NHS staff were given free access to a number of wellbeing apps in 2020 to support our mental health and wellbeing. Some are still free to access despite the end date stating 31 December 2020.

They are easy to register to with your NHS email address. To save some time, and to see what might be right for you, a snapshot of what each app can do is given below. If you prefer to get started straight away just follow the links below to sign up.

• Unmind – http://nhs.unmind.com/signup
• Headspace – https://www.headspace.com/nhs
• Sleepio – sleepio.com/access and enter redeem code NHS2020
• Daylight – trydaylight.com/access

Further wellbeing apps are available here: https://people.nhs.uk/help/support-apps/

Offers a variety of well-being tools designed by experts.

Why you might find it useful;

Unmind has lots of quick tools such as;

  • Daily boost – 1 minute coping strategies
  • Check in – helps to assess mood levels
  • Praise – function to raise morale and wellbeing

It also has lots of learning topics including;
Navigating COVID19 – designed by experts to support wellbeing in uncertain times the series offers pick and mix modules. Covering a variety of topics from the fundamentals of mental health to eating for energy, sleeping for shift work and maximising short sleep. The series also covers performance including procrastination, communication and managing relationships.

Why you might like Unmind
Lots of the tools are quick and easy to use yourself or to share with colleagues.
A useful guide tells you how long each module will take in the Navigating COVID19 learning series, typically 10 minutes a day over a week will mean you complete the module. Perfect if you don’t have much time to dedicate to the specific topic and can help with feelings of taking control and developing responsive skills in uncertain times.
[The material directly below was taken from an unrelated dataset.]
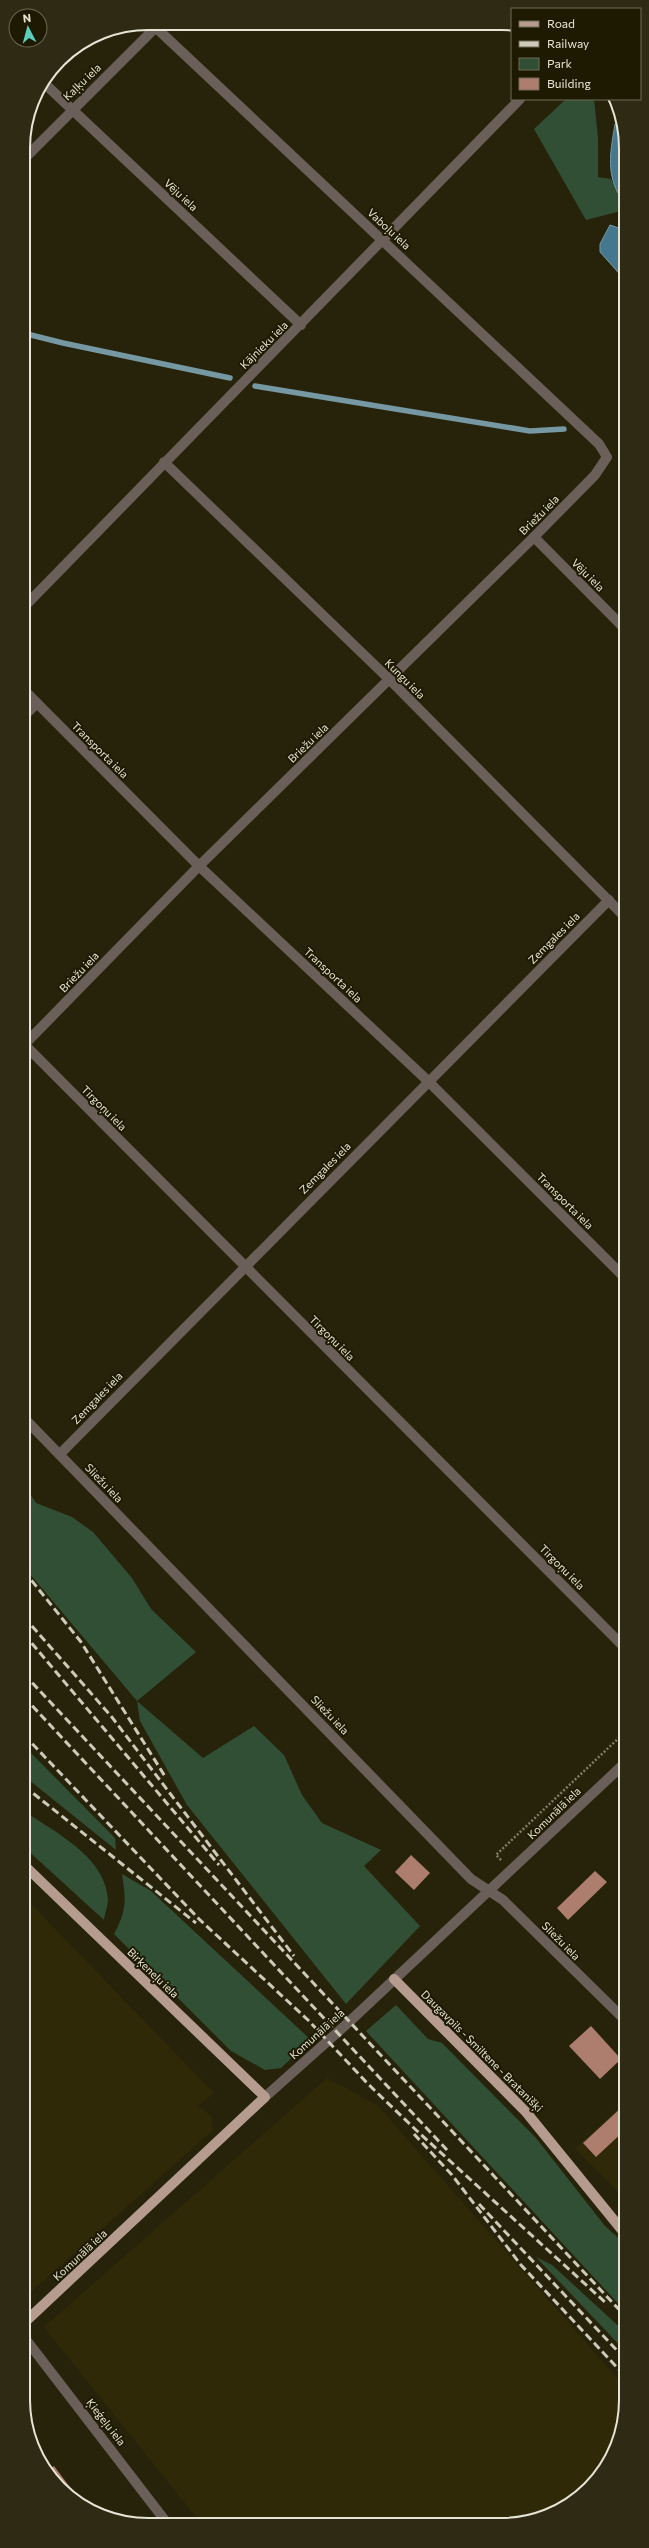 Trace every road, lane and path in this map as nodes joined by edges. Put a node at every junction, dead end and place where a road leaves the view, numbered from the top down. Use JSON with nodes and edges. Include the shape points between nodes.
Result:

A sleep improvement tool, tailored to individual needs.

Why you might find Sleepio useful:
Helpful for those tackling sleep issues as a result of shift patterns and for those suffering with insomnia, anxiety and poor quality of sleep in general.

Why you might like Sleepio:
After a series of questions you follow a weekly session with “The Prof” which although automated is tailored to your specific sleep problems. You are able to set your own goals and have access to a support network via the Sleepio Community including a variety of articles and resources.

Offers guided meditation to improve well-being.

Why you might find Headspace useful:
Talks you through the basics of meditation if you have never tried it before. The meditation is responsive to your situation and can fit around your schedule (even as little as 5 minutes a day!) and what you are hoping to gain from it.

Why you might like Headspace:
Useful guidance on creating a new habit if you are new to meditation.
This app is a quick and easy “go – to” if options are limited for time and space for self – care.

Focussed on combatting worry and anxiety using cognitive behavioural techniques.

Why you might find Daylight useful:
A daily commitment to use the tool helps form a new healthy habit. The app provides a weekly check in along with recommendations for the week ahead.

Why you might like Daylight:
Learn new ways to respond to stress with techniques you can use straight away. The app also offers (if you want!) words of encouragement via text.

Ideas for leaders and managers for using wellbeing apps

“You cannot pour from an empty vessel, you must take care of yourself first”
Eleanor Brown

• Role modelling self – care demonstrates to others the importance of looking after their own wellbeing and that it is necessary and ok to do so. Seeing “those in charge” prioritise their wellbeing naturally encourages others to follow the lead.
• Talking about and sharing wellbeing tips, including the use of apps, helps to build honest and open dialogue about wellbeing and encourages others to follow. Taking positive and responsive actions, in turn build team resilience and a sense of “we are in this together”.
• Share the apps with your team and each pick one of the topics, e.g. mindfulness, meditation or improving sleep. Check in and share your progress. Did anyone learn any new tips?
• Use the 1 minute daily boost as part of your team check in, demonstrate that wellbeing is integral to daily work and can be done anywhere at any time and doesn’t need to be lengthy process.